# Vector 1M CP spotlight at Costco $13.99



## Wingerr (Jun 14, 2002)

Just picked up one of these lights from Costco with the $4 coupon discount; very nice light for the price. Vector VEC137CO.
It uses a 12V 3AH sealed lead acid battery, and has a task light on the back end of the light for low level, long term illumination (15 hrs stated).
The handle has an interesting locking pivot that lets you use it as a pistol grip or a lantern grip, with a good rubberized feel to it. 
A fold up stand lets you put the light down on a flat surface , adjustable somewhat for the angle.
Standard H3 55W halogen bulb is used for the spotlight, and the task light doesn't seem to be user replaceable, but probably will last a long time. It has a rather yellowy underdriven look to it, so it's probably not very highly stressed.
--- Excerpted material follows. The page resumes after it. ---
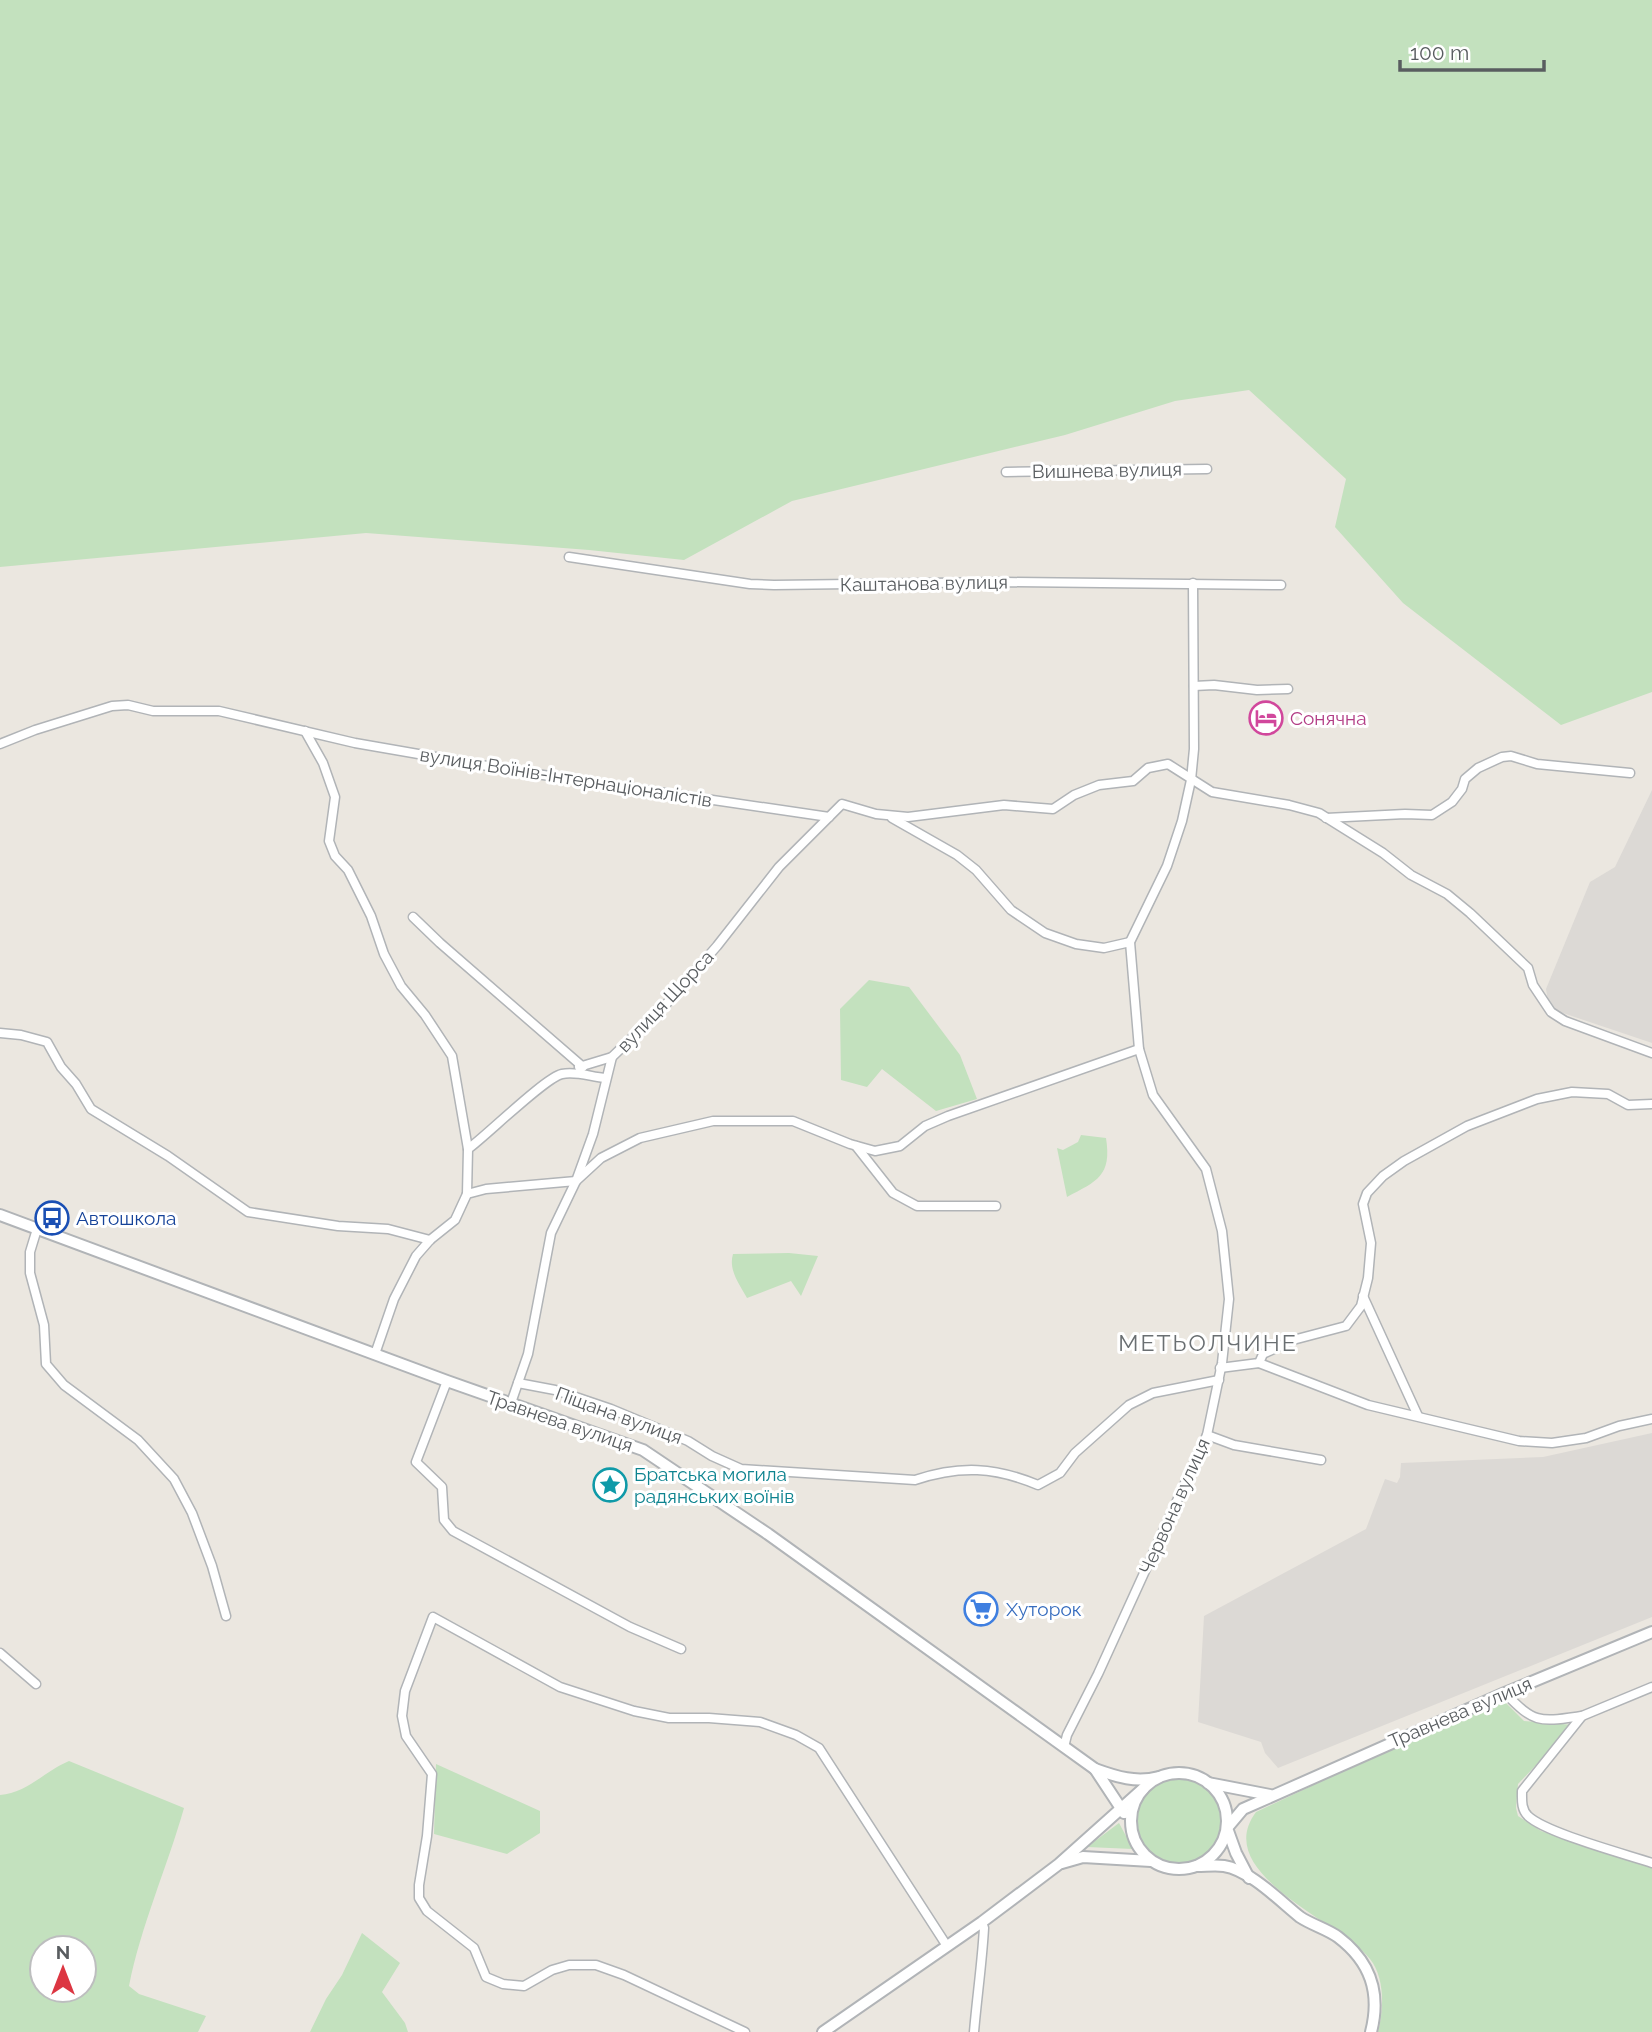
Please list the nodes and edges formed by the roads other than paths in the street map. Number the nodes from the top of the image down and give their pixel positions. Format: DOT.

The difference between this light and the other Vector spotlight I have, besides the task light, is that it allows you to run the light directly when plugged into the lighter socket. They don't recommend using it with the supplied AC adapter because of its 300mA output, but if it's connected to a 10A source, it's able to handle it.
The switch is pretty hard to actuate; a 3 position slide switch that needs to be pressed down to turn on. Definitely no worries about accidental turn on, but it could have been a bit easier- no pulsing of the light for signaling on this one; too hard to turn on and off.


----------



## Wingerr (Jun 14, 2002)

Ha, I was thinking the same thing about the LED for the task light.. If this bulb ever burns out, I'm going to start hacking away at it to see what I can do about it..

Pretty much all these handheld spotlights have the same run time; 20-25 min. I like this one because it has a 12V battery; my other one uses a 6V battery- This is cheap enough for me to but just to get a replacement battery for my alarm system-





the light and adapter is just gravy.


----------



## Zephyr (Jun 15, 2002)

I totally agree that this Vector spotlight from Costco is indeed a good deal. It's extremely bright for its price and comes with its own AC and lighter socket plugs. Though the only drawback is that it has a fairly short run time of only 25 minutes for the spotlight. For the area light, its stated to work for 15 hours. I wish they would have just put LED on the area light instead of that little bulb. Nevertheless, it is an excellent light. 


ZEPH


----------